Martes, 5 de Abril de 2011

La OCDE mejora sus previsiones para las economías del G7, excepto en Japón

EFE ·05/04/2011 - 11:06h

EFE - El secretario general de la Organización para la Cooperación y el Desarrollo Económico (OCDE), José Ángel Gurría. EFE/Archivo

La Organización para la Cooperación y el Desarrollo Económico (OCDE) mejoró hoy sus previsiones de crecimiento en la primera mitad de 2011 en los países del G7, excepto en Japón, por la incertidumbre del impacto del terremoto de marzo.

Excluyendo Japón, el grupo de los siete países más ricos del mundo (Estados Unidos, Alemania, Francia, Reino Unido, Italia y Canadá) va a crecer a un ritmo anual en torno al 3 % en el primer semestre (3,2 % en el primer trimestre y 2,9% en el segundo), según el informe interino de Perspectivas de la OCDE publicado hoy.

Los autores del estudio, que consideraron "imposible" hacer proyecciones para Japón, señalaron que su Producto Interior Bruto (PIB) podría verse recortado entre 0,2 y 0,6 puntos porcentuales en el primer trimestre, y entre 0,5 y 1,4 puntos en el segundo.

Tras recordar que las autoridades han avanzado que el coste total de la catástrofe podría suponer una reducción de entre 3,3 y 5,2 puntos de PIB, señalaron que los esfuerzos de reconstrucción podrían empezar a compensar los efectos negativos a partir del tercer trimestre.

Al margen de esta situación excepcional, constataron que "parece que la recuperación se está volviendo auto-sostenida".

En cifras, eso se traduce en que la progresión de la primera economía mundial, la de Estados Unidos, ha podido ser del 3,1 % en el primer trimestre e incluso se va a acelerar al 3,4 % en el segundo, frente al 2,1 % y al 2,5 % respectivamente que la misma OCDE auguraba en su último informe de Perspectivas del pasado mes de noviembre.

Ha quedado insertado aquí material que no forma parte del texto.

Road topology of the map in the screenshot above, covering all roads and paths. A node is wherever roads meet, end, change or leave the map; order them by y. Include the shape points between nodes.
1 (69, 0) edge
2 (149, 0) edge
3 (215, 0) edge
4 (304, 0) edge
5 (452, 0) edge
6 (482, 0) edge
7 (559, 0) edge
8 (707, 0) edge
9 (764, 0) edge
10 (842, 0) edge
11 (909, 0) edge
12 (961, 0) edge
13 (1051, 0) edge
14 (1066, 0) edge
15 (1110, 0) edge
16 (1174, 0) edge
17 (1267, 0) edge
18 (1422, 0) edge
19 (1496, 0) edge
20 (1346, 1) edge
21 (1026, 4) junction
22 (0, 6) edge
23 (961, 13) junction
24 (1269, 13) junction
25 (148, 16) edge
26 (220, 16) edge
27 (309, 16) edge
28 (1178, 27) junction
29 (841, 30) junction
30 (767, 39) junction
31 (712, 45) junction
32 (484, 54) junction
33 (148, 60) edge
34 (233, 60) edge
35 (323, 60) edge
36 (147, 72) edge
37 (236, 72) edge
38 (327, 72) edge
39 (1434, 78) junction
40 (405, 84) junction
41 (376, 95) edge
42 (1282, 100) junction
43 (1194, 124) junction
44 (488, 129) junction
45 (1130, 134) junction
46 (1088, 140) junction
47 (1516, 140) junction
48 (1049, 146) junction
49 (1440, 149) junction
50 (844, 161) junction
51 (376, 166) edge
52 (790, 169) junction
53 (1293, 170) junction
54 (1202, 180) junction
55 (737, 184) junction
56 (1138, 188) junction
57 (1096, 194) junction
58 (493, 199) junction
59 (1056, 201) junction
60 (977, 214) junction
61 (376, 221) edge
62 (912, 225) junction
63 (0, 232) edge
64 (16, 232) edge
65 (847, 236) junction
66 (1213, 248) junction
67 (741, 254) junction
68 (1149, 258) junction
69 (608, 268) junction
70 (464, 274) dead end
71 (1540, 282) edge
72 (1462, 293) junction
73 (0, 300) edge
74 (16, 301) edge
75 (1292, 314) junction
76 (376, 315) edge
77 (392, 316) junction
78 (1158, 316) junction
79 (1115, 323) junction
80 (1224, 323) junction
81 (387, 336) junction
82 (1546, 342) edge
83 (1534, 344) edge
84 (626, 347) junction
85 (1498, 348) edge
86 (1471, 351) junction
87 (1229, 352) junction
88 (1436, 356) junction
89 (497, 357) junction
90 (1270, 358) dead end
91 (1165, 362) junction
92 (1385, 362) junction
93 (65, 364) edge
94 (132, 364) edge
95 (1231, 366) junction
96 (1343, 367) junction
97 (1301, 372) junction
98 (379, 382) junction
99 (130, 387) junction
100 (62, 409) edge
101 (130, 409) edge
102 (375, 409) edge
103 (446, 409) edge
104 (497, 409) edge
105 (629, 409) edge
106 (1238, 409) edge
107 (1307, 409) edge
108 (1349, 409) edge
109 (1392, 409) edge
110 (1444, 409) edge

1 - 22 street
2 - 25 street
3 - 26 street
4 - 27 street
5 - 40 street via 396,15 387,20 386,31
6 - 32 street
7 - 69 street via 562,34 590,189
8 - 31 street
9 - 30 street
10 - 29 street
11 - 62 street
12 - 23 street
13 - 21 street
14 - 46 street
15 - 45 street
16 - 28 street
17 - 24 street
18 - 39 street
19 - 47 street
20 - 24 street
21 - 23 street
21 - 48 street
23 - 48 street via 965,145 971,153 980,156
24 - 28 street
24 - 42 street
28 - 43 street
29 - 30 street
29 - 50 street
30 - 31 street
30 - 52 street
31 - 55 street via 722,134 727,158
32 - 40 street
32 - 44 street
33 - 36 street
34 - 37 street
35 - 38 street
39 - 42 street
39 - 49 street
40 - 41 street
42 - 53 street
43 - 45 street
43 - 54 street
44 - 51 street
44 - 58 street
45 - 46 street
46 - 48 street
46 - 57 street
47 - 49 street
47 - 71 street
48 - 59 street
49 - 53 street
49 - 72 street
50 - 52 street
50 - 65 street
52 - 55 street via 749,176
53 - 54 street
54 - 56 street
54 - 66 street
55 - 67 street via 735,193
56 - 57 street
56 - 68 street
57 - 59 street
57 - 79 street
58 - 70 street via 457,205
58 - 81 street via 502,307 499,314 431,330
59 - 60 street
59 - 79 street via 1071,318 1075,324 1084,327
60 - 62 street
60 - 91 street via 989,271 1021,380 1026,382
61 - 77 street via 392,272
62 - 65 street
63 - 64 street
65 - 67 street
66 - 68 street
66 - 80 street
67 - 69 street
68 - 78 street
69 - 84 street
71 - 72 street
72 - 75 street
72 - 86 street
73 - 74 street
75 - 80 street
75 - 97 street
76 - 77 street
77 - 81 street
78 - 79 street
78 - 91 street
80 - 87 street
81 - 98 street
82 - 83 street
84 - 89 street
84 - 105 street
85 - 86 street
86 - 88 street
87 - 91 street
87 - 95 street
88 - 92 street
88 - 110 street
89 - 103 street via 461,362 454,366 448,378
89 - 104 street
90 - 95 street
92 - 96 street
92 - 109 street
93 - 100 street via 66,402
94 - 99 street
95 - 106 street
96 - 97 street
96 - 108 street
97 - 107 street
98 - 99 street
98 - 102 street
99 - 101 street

De acuerdo con las mismas previsiones, en Alemania, el tirón del PIB del 3,7 % en términos interanuales del primer trimestre va a preceder a un alza del 2,3 % en el segundo; en Francia se espera sucesivamente un 3,4 % y un 2,8 %; en Italia un 1,1 % y un 1,3 %; en el Reino Unido un 3 % y un 1 %; y en Canadá un 5,2 % y un 3,8 %.

Los responsables de este estudio interino, que no avanzaron datos para el resto de los países miembros, señalaron que estas nuevas proyecciones están sujetas a una serie de riesgos tanto a la baja como al alza, y entre los primeros destacaron el impacto de la catástrofe japonesa pero también la inestabilidad en Oriente Medio y en el norte de África.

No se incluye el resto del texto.